Ferguson: Between Police And Protesters, Locals Are Caught In The Middle
Ferguson, Mo. -- For more than a week, demonstrators have taken to the streets of this St. Louis suburb to protest the killing of 18-year-old Michael Brown. There have been moments of danger and unease, with a handful of arrests, the presence of armored cars, the use of tear gas and incidents of looting.
The heart of the commotion is on one of Ferguson's main streets populated with restaurants, stores and markets. But just a few hundred feet away is a leafy residential area populated by families who have nowhere to go when the chaos comes their way -- and they're getting frustrated.
“I’m supportive of what happened, I would like justice just as well as anybody else,” said Mark Davis as he pulled his car up to the intersection of Clarion Drive and Canfield Street, a few feet from the spot where Officer Darren Wilson shot Brown over a week earlier. “But I believe police are forgetting that people live here.”

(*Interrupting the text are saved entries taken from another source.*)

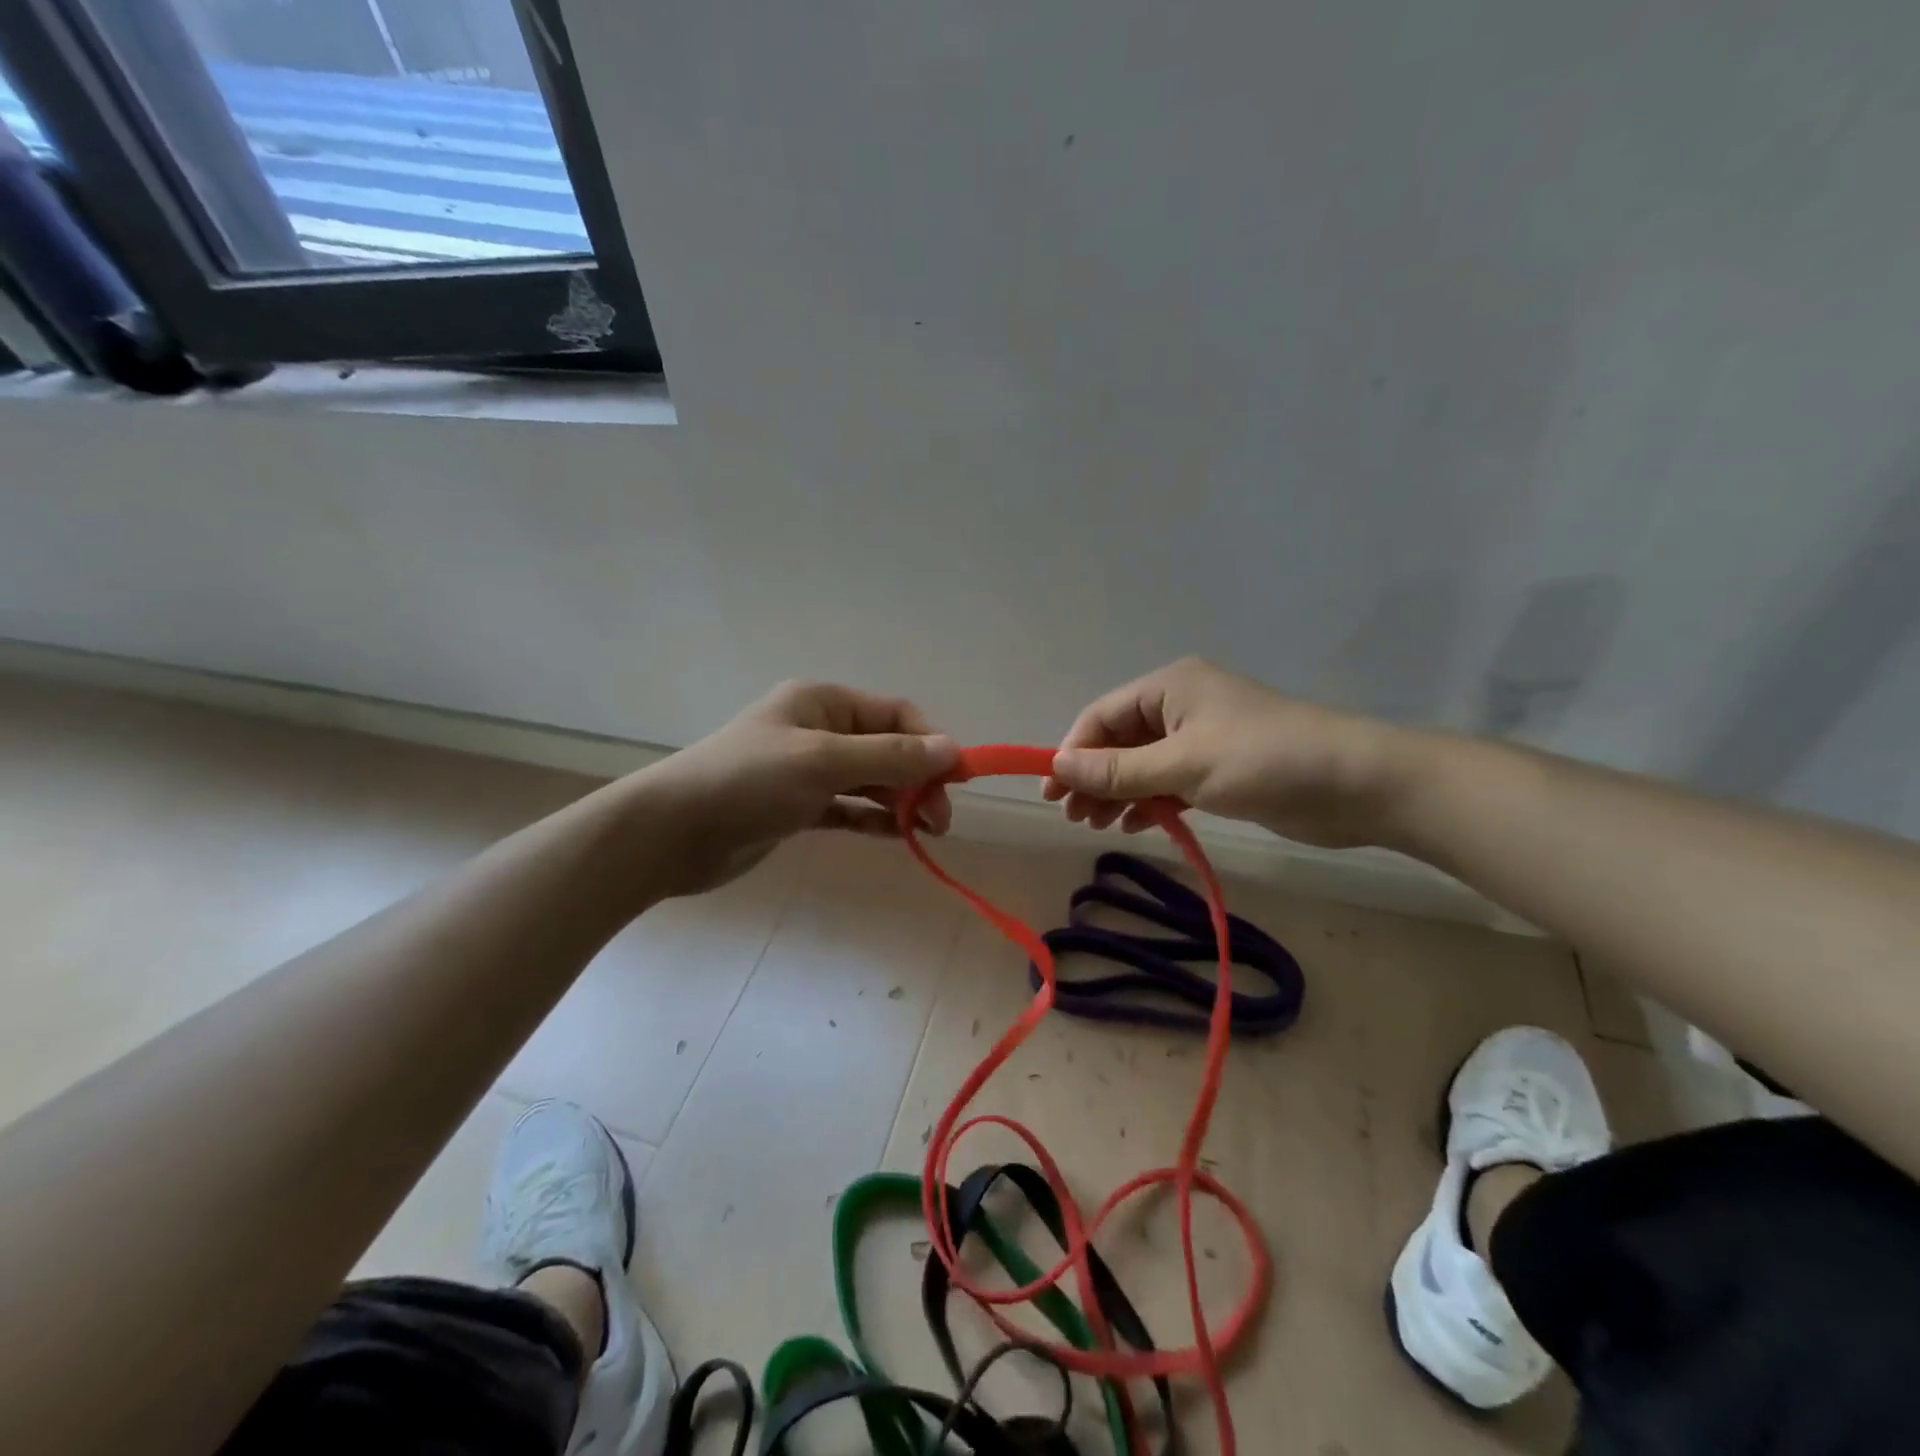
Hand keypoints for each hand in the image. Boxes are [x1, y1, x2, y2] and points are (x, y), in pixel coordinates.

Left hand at [638, 681, 958, 895]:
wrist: (671, 833)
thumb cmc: (749, 781)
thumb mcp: (823, 762)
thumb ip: (889, 757)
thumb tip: (953, 750)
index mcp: (823, 703)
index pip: (895, 715)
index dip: (931, 743)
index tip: (958, 780)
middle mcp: (818, 730)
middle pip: (886, 749)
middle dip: (918, 779)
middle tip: (940, 820)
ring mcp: (806, 771)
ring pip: (869, 781)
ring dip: (901, 801)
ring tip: (928, 833)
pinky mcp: (796, 808)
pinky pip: (848, 808)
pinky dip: (873, 819)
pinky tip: (898, 836)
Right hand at [1043, 657, 1412, 848]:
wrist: (1357, 784)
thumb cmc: (1264, 762)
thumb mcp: (1183, 764)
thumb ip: (1118, 769)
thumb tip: (1057, 766)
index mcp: (1169, 687)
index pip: (1102, 716)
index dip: (1072, 752)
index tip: (1052, 792)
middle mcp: (1181, 706)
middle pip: (1119, 741)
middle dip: (1093, 777)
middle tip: (1073, 817)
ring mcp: (1202, 738)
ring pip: (1143, 764)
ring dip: (1118, 792)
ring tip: (1097, 825)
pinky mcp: (1221, 769)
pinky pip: (1169, 782)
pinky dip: (1150, 801)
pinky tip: (1135, 825)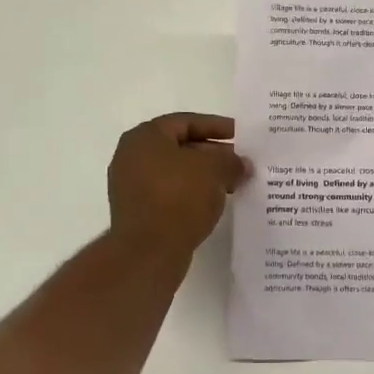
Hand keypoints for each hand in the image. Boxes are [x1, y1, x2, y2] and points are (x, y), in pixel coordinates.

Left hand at [108, 113, 246, 255]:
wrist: (149, 251)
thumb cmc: (179, 197)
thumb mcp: (214, 170)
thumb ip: (232, 161)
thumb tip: (242, 164)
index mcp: (145, 137)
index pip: (186, 122)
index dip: (216, 126)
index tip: (240, 135)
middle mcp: (132, 156)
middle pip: (180, 146)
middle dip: (213, 153)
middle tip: (240, 162)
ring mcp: (131, 185)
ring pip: (176, 172)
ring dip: (205, 175)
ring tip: (233, 183)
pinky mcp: (137, 211)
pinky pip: (170, 193)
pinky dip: (192, 193)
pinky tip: (214, 202)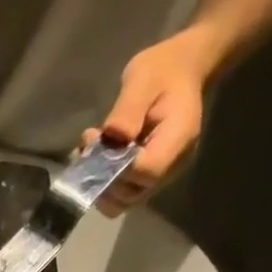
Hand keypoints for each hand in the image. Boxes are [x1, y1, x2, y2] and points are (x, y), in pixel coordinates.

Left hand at [85, 33, 212, 214]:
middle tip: (90, 145)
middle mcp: (172, 167)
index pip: (146, 172)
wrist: (181, 71)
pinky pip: (122, 194)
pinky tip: (95, 157)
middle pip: (132, 195)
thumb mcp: (143, 77)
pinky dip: (103, 183)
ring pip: (123, 201)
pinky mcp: (147, 180)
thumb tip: (112, 135)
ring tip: (90, 150)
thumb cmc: (163, 70)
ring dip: (99, 183)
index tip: (102, 144)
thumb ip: (128, 109)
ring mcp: (160, 177)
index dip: (119, 168)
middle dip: (104, 178)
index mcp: (178, 139)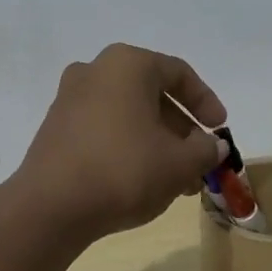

Since the demonstrations began, police have placed concrete blockades at various intersections in the neighborhood, some reinforced with piles of sticks from a downed tree. The obstacles are intended to make it easier for law enforcement to track violent suspects who may flee into the area, but it’s just another one of the ways life is now more difficult for people living so close to the action.
Officers also often block entrances to the neighborhood with squad cars or armored vehicles as the nights go on, and trying to get through isn’t easy. Residents say police make them step away from their cars and show identification to prove they live in the area. Some say that when they drive up, cops have guns drawn and trained on them.
“It sucks,” Davis said. “What did I have to do with what went on? I have to live here, this is my neighborhood. I don’t need to feel like I’m at an ECP,” he said. Davis, a military veteran, was referring to military "entry control points" in war zones.
Much of the commotion in the past 10 days has occurred in front of the QuikTrip convenience store and gas station. When officers decided the crowd was becoming unsafe, they would line up across the street and ask them to disperse. If that failed, police donned gas masks and showered the crowd with tear gas cannisters, enveloping the whole area in thick white smoke -- sending protesters scattering into the residential areas.
While locals are supportive of the protesters, they worry for themselves and their families.
“At night we just stay in the house now, it’s safer,” said Angela Tomlin, 36, who lives on Glen Owen Drive.
“It feels awful in here,” Tomlin said. “There was nothing we could say or do, it just happens.”
Protesters have sometimes roamed the quiet streets in small groups. Tomlin said that when she tucks her kids in at night, she makes sure they aren’t near any windows that demonstrators might break.
“I think protesting is a good thing but the negative part is just too bad,” she said. At night, Tomlin hears the helicopters flying over and protesters setting off fireworks, and smells the tear gas drifting from the conflict areas.
“I feel like they’re being selfish, this needs to stop,” she said.